— DATA FOR THE TASK —
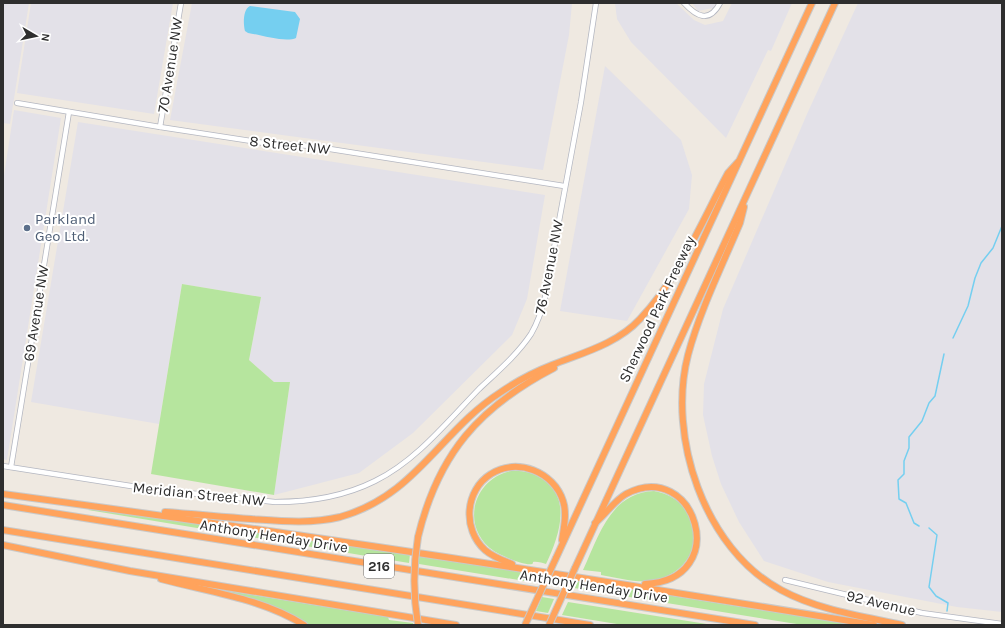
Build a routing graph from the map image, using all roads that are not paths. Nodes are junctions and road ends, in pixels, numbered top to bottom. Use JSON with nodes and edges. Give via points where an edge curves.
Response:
{"nodes":[{"id":1,"x":180,"y":3,"type":"edge"},
{"id":2,"x":596,"y":3,"type":"edge"},
{"id":3,"x":684,"y":3,"type":"edge"},
{"id":4,"x":720,"y":3,"type":"edge"},
{"id":5,"x":812,"y":3,"type":"edge"},
{"id":6,"x":835,"y":3,"type":"edge"},
{"id":7,"x":17,"y":103,"type":"dead end"},
{"id":8,"x":69,"y":112,"type":"junction"},
{"id":9,"x":160,"y":127,"type":"junction"},
{"id":10,"x":738,"y":162,"type":"junction"},
{"id":11,"x":564,"y":186,"type":"junction"},
{"id":12,"x":746,"y":196,"type":"junction"},
{"id":13,"x":586,"y":352,"type":"junction"},
{"id":14,"x":3,"y":466,"type":"edge"},
{"id":15,"x":11,"y":467,"type":"junction"},
{"id":16,"x":390,"y":472,"type":"joint"},
{"id":17,"x":3,"y":494,"type":"edge"},
{"id":18,"x":3,"y":506,"type":"edge"},
{"id":19,"x":136,"y":512,"type":"junction"},
{"id":20,"x":594,"y":524,"type":"junction"},
{"id":21,"x":3,"y":530,"type":"edge"},
{"id":22,"x":3,"y":545,"type":"edge"},
{"id":23,"x":562,"y":547,"type":"junction"},
{"id":24,"x":518,"y":568,"type":"junction"},
{"id":25,"x":130,"y":571,"type":"junction"},
{"id":26,"x":785,"y":580,"type":"dead end"},
{"id":27,"x":631,"y":584,"type":"junction"},
{"id":28,"x":1002,"y":624,"type":"edge"},
{"id":29,"x":304,"y":625,"type":"edge"},
{"id":30,"x":418,"y":625,"type":"edge"},
{"id":31,"x":456,"y":625,"type":"edge"},
{"id":32,"x":525,"y":625,"type":"edge"},
{"id":33,"x":549,"y":625,"type":"edge"},
{"id":34,"x":590,"y":625,"type":"edge"},
{"id":35,"x":755,"y":625,"type":"edge"},
{"id":36,"x":874,"y":625,"type":"edge"},
{"id":37,"x":902,"y":625,"type":"edge"}],
"edges":[{"from":1,"to":9,"type":"street","name":"70 Avenue NW"},
{"from":2,"to":11,"type":"street","name":"76 Avenue NW","via":[[581,102]]},
{"from":3,"to":4,"type":"street","via":[[697,16],[709,16]]},
{"from":5,"to":10,"type":"highway","name":"Sherwood Park Freeway"},
{"from":6,"to":12,"type":"highway"},
{"from":7,"to":8,"type":"street","name":"8 Street NW"},
{"from":8,"to":9,"type":"street","name":"8 Street NW"},
{"from":8,"to":15,"type":"street","name":"69 Avenue NW"},
{"from":9,"to":11,"type":"street","name":"8 Street NW","via":[[264,143],[310,146]]},
{"from":10,"to":13,"type":"highway","via":[[728,173],[675,272],[652,305],[626,331]]},
{"from":10,"to":23,"type":"highway","name":"Sherwood Park Freeway"},
{"from":11,"to":16,"type":"street","name":"76 Avenue NW","via":[[542,308],[531,333],[521,347],[424,445]]},
{"from":12,"to":20,"type":"highway"},
{"from":12,"to":37,"type":"highway","via":[[740,223],[696,330],[683,381],[686,445],[695,480],[722,535],[744,561],[768,582],[807,602]]},
{"from":13,"to":19,"type":"highway","via":[[537,372],[500,392],[470,416],[407,481],[382,499],[351,513],[323,520],[296,522]]},
{"from":13,"to":30,"type":"highway","bridge":true,"via":[[512,392],[477,422],[456,447],[429,498],[418,537],[414,558]]},
{"from":14,"to":15,"type":"street","name":"Meridian Street NW"},
{"from":15,"to":16,"type":"street","name":"Meridian Street NW","via":[[150,489],[282,502],[319,500],[341,494],[375,481]]},
{"from":17,"to":19,"type":"highway"},
{"from":18,"to":35,"type":"highway","name":"Anthony Henday Drive","number":"216"},
{"from":19,"to":24,"type":"highway"},
{"from":20,"to":27,"type":"highway","via":[[620,499],[640,489],[654,488],[670,492],[689,508],[696,523],[698,541],[686,567],[663,582]]},
{"from":20,"to":33,"type":"highway","bridge":true},
{"from":21,"to":34,"type":"highway","number":"216"},
{"from":22,"to":25,"type":"highway"},
{"from":23,"to":24,"type":"highway","via":[[565,510],[555,486],[543,475],[527,468],[510,467],[492,473],[480,483],[472,495],[469,515],[472,530],[484,549],[496,558]]},
{"from":23,"to":32,"type":"highway","name":"Sherwood Park Freeway","bridge":true},
{"from":24,"to":27,"type":"highway"},
{"from":25,"to":29,"type":"highway","via":[[246,600]]},
{"from":25,"to":31,"type":"highway"},
{"from":26,"to":28,"type":"street","name":"92 Avenue","via":[[922,613]]},
{"from":27,"to":36,"type":"highway"}]}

— GOAL OF THE EXERCISE —
Every line in the listing above that mentions "Sherwood" should be returned.

— SOLUTION TO THE EXERCISE —
{"from":5,"to":10,"type":"highway","name":"Sherwood Park Freeway"},
{"from":10,"to":23,"type":"highway","name":"Sherwood Park Freeway"},
{"from":23,"to":32,"type":"highway","name":"Sherwood Park Freeway","bridge":true},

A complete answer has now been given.